Work item:
Go through the listing below and gather every line with the word "that".

Dataset extract:
BEGIN

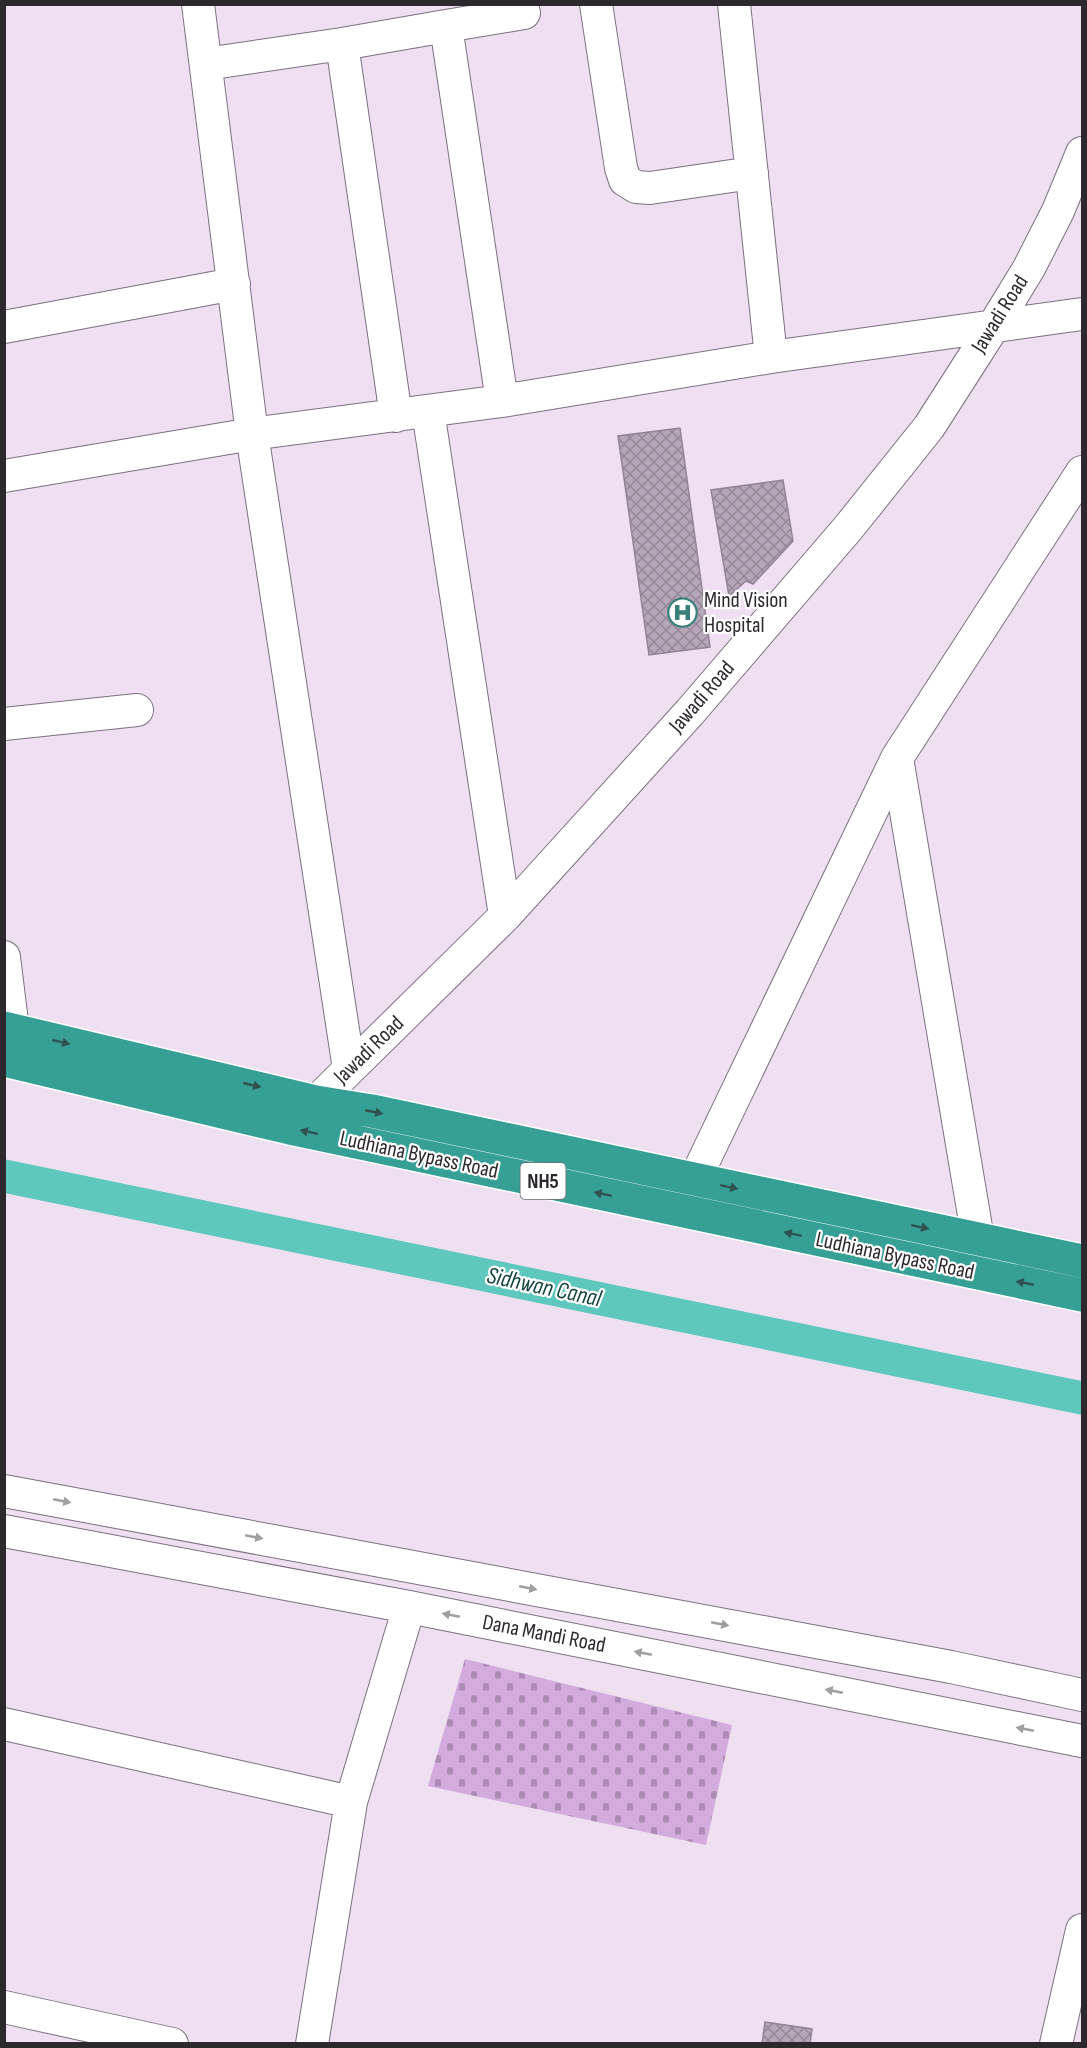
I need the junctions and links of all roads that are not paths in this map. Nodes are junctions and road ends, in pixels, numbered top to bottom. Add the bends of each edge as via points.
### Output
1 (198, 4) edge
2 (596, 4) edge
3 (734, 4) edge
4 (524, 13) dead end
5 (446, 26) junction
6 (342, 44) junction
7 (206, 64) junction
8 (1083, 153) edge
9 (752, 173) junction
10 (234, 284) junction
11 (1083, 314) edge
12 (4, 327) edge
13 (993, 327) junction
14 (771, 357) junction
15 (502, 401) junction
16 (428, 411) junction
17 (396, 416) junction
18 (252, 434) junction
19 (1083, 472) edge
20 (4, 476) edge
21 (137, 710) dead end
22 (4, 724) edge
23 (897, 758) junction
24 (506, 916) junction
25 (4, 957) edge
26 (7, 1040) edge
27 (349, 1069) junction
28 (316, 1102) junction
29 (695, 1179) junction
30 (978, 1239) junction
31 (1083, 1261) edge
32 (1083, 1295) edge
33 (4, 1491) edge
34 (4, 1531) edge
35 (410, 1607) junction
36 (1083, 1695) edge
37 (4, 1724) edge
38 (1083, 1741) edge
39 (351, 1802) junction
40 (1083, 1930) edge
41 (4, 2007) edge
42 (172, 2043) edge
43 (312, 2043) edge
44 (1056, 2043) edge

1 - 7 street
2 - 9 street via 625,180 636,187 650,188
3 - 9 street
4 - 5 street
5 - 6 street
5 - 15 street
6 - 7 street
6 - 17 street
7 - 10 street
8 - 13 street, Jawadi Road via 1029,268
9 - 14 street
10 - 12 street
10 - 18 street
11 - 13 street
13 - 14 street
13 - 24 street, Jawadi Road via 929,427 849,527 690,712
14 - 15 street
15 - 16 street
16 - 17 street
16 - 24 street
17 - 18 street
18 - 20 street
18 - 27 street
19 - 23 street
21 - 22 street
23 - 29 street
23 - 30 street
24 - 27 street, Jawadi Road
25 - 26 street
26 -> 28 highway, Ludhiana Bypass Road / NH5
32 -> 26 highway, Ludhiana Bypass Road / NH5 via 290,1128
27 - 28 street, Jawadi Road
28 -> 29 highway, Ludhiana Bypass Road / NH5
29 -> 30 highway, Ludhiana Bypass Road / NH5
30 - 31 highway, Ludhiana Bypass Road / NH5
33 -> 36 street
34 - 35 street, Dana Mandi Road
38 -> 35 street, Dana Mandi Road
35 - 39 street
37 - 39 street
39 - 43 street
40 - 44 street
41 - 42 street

END
BEGIN

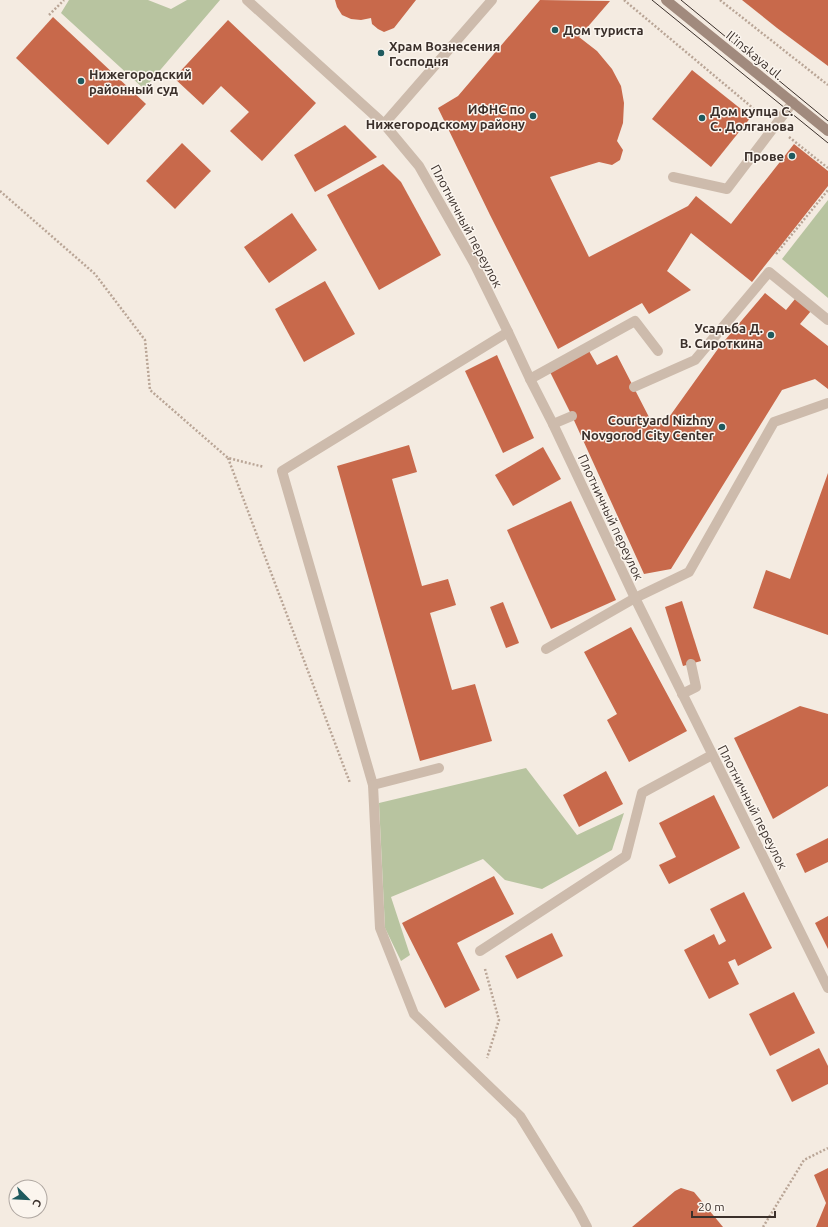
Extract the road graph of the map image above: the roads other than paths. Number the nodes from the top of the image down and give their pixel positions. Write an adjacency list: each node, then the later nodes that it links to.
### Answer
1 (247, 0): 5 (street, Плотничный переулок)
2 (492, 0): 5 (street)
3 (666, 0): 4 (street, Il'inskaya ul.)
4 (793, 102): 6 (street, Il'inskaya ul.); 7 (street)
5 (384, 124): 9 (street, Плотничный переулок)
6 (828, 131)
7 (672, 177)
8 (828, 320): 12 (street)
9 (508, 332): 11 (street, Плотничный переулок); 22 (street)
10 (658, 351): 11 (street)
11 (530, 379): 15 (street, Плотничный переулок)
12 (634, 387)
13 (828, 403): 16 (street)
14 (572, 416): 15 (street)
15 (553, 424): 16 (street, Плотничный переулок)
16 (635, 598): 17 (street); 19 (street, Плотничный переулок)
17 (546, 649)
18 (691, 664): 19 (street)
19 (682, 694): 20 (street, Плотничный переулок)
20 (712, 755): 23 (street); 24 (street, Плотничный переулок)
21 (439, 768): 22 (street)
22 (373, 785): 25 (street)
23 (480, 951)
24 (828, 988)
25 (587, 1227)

END

Solution for this task:
I need the junctions and links of all roads that are not paths in this map. Nodes are junctions and road ends, in pixels, numbered top to bottom. Add the bends of each edge as via points.
Extract the road graph of the map image above: the roads other than paths. Number the nodes from the top of the image down and give their pixel positions. Write an adjacency list: each node, then the later nodes that it links to.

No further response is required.